Swinger Eight - the best no act in town
by Mark Szalyga (billburg.com, summer 2002)
TV Guide often throws some bad show on it's cover
with a slogan like: "The best show that you're not watching." I've seen it. We all have.
It's what gave me the idea for this piece. More than half the time the program that they promote
is just some inflated show that's being force fed down the throats of the American populace.
Just something to make ratings, sell products, and more importantly, keep the status quo moving
steadily along.
Sadly, I've found the same false advertising when following the buzz that gets generated around
different local NYC bands. With carbon copied press pictures featuring three or four guys,
standing in some urban environment, more often than not, showing the Manhattan skyline blurred
in the distance behind them. Followed by a rehashed show, of early 90's tunes, being re-used in
a new time, with the pretense that no one has ever heard this before.
It gets tiring seeing the same crop of people, aging, and standing loosely through a crowd.
Occasionally looking up to watch the band that's distracting them from their conversations.
Usually leaving me to walk out, and go home through the East Village, wondering what all the
buzz was about.
But on June 25th, I went out with a friend to see a local band play at the Elbow Room, and became
generally surprised, for the first time in several years by what I saw. I'm not going to throw
inflated gestures or words around stating that this group has changed my life in any way. I'm only
going to say that I witnessed a rock band that was honestly doing something new.
The name of the group is Swinger Eight. A Brooklyn based three piece which I found out, upon
interviewing them, are all actually from New York.
"Yeah, it's kind of funny. Ten years ago when I was eighteen I was like the only long haired
guy walking in Williamsburg...now I don't even feel like I fit in around here anymore."
said Chris Mis, the groups singer and only guitarist. Who I also found out, has lived his entire
life in the Greenpoint/ Williamsburg area. The same being true for the bands Bassist, Christopher
Medrano. While Ozzie Martinez, the groups drummer, completes the circle by having the NYC credit
of growing up in the South Bronx.
The show that I saw, and the reason that I wanted to write this piece, was that for the first
time in a very long time, I witnessed the crowd struck silent, and hanging onto every word
that the band said through their songs. Reminding me of stories, about how in the early days of
Pink Floyd, it became so quiet between songs that a person could hear someone's order come
clearly from the bar. That everyone there, waited silently because of the intensity of the music.
It was the same that night.
The band spent the better part of an hour creating a one song set, connected through interwoven
musical ambient sounds that ran between each song break. Somehow casting a digital rock sound,
while using only real instruments, followed by a guitar rock ending that would have made Neal
Young proud.
I came up to them and questioned the group as to why they were excluded from the recent limelight
of the new NYC wave of music that has been rushing through the radio and print. To which I got
"Cause we're ugly." as a response, followed by; "I don't know? We grew up here,
so we're kind of used to being overlooked by someone else...I feel like we're the mutt's of the
town, and that we're always gonna be seen that way. It's like we have to much neighborhood in
us." With a; "Yeah, we're the guys that everybody sees, but nobody knows."
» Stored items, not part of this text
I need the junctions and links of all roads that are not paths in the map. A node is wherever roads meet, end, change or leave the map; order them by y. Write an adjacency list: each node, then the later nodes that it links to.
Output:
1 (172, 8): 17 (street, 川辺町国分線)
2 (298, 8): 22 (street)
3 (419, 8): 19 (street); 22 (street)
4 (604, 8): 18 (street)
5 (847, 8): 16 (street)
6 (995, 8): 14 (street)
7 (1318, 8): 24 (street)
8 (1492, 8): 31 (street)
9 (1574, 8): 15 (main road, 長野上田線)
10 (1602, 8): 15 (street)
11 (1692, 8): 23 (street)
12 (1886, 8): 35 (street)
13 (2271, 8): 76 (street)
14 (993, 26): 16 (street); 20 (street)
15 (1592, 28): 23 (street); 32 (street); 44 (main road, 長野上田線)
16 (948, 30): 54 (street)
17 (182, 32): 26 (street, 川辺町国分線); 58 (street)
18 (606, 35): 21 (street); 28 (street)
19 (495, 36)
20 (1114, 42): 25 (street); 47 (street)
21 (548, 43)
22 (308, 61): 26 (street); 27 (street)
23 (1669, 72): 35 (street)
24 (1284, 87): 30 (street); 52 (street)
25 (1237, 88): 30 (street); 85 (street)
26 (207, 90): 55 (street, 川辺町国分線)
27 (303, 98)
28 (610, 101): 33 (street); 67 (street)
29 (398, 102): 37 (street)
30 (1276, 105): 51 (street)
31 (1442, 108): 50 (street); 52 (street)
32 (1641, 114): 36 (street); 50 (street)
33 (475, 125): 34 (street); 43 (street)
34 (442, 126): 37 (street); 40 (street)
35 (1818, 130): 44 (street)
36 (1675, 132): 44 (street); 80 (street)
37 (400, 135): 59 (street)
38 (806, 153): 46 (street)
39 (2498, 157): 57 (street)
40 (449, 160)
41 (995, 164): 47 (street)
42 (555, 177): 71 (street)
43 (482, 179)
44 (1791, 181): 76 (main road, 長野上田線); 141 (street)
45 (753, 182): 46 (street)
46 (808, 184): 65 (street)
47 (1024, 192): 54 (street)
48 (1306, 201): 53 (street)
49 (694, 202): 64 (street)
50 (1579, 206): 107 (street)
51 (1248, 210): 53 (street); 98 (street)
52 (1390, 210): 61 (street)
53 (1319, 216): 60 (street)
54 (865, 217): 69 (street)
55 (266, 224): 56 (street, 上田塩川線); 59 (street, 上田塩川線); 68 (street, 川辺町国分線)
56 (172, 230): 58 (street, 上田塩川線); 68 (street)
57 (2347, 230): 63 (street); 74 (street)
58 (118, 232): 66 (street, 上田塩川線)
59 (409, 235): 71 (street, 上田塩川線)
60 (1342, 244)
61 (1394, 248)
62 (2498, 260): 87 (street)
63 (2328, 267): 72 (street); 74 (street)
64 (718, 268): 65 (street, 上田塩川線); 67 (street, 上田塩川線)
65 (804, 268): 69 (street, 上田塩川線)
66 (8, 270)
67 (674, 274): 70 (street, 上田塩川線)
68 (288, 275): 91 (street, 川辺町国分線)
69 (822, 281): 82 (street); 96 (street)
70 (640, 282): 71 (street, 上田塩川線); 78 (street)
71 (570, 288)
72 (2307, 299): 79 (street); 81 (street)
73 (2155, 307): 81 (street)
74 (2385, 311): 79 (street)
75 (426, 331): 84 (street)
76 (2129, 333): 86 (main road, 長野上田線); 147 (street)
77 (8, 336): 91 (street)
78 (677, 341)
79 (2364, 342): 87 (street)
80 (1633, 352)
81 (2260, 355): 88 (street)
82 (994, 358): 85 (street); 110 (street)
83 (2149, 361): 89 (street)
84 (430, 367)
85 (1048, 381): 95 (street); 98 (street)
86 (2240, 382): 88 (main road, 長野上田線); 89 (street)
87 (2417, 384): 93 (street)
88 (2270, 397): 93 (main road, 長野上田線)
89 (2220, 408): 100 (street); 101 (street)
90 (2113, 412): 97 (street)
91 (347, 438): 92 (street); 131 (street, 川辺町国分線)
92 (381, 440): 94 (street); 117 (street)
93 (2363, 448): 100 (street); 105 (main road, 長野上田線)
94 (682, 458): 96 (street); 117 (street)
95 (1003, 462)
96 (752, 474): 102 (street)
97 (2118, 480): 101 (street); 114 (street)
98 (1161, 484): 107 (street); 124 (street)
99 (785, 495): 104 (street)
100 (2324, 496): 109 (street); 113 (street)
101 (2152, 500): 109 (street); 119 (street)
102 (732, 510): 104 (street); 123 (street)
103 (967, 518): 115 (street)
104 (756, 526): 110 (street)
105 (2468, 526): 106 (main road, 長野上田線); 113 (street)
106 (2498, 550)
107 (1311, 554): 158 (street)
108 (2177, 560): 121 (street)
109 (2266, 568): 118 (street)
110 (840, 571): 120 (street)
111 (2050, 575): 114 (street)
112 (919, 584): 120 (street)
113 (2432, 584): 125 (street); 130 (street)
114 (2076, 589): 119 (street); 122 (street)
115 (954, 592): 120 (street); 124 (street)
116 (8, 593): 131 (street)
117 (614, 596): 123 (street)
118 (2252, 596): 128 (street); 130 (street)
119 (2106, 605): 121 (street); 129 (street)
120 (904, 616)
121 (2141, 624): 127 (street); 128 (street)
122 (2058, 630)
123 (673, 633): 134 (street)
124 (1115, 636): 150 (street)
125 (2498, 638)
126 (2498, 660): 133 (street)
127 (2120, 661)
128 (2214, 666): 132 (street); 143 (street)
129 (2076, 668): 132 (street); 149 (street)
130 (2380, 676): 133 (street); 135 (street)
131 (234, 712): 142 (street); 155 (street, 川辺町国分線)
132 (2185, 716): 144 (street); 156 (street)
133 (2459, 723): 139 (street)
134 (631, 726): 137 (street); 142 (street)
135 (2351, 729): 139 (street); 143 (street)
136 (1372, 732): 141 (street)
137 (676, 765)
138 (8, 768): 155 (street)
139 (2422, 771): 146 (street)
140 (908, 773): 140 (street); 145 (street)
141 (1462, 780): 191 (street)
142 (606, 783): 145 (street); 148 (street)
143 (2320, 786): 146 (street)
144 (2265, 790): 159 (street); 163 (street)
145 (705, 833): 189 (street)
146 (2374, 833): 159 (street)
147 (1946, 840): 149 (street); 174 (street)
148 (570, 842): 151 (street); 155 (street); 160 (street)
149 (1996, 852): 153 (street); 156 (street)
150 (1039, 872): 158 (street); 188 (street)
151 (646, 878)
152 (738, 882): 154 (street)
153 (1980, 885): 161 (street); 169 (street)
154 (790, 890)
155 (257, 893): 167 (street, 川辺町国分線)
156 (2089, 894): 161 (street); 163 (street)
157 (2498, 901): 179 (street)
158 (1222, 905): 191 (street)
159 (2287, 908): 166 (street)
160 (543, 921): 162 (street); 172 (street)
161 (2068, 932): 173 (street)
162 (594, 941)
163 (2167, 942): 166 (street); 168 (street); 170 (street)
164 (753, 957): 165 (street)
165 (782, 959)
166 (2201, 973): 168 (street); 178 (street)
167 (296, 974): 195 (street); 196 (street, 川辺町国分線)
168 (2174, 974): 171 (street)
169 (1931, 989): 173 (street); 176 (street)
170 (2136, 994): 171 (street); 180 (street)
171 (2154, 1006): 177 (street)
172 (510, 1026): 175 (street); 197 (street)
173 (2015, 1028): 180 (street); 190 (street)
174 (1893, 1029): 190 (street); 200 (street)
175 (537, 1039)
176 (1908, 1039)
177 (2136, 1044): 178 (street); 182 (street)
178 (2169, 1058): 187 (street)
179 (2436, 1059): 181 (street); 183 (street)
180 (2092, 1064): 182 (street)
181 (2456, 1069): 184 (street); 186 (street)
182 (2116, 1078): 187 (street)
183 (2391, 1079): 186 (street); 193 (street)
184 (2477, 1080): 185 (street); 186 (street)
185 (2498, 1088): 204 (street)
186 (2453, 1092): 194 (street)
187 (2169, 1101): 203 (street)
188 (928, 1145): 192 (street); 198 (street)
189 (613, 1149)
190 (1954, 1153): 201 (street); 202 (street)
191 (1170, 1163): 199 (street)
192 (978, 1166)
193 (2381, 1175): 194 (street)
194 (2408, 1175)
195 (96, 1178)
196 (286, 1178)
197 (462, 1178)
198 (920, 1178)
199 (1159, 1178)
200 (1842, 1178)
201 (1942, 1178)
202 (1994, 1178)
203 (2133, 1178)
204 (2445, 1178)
But after seeing the show that they pulled off, I felt like I wanted the rest of the music scene
to drink down some of that neighborhood too.
The music that the band makes is a combination of different rock and roll sounds, mixed in with
the tales of the urban environment in which they've lived. They were described to me as the last
true New York City band that is playing in the scene. Not just coming to the city and using it as
a backdrop, but since living, growing, and working in the area, they have managed to comprise the
feeling of it's streets and avenues into their story telling and songs. Leaving the listener with
the sound of a true urban tale, not colored by fantasy, as much as seen through the eyes of a
black and white picture. The songs that they write tend to show this through broken jangly
chords, with the vocals sounding out about the different wrongs, rights, and broken hearts of a
local story. Leaving their shows, and all listeners to be blown back by the intensity, and pure
honesty, that this band exudes.
I stood there being taken aback by the act that they were doing. Realizing halfway through,
that this was no act. That there was something humble that came out of each of them, which somehow
connected with each person that was there. Even with words exchanged with the sound person, and a
guitar bashing fit of anger at the end, they still managed to be connected to the crowd. Walking
off the stage, more like professionals, than any indie band that I've ever seen.
Their next show is at the Elbow Room, Thursday, August 8th, at 10 PM. 144 bleeker street.
They have a six song ep out which is being sold locally at Beacons Closet, with a full length
due to follow at the end of the year. And just to sum things up, "They are the best,
no act, real band, that you are not going to see." So there, thank you TV Guide.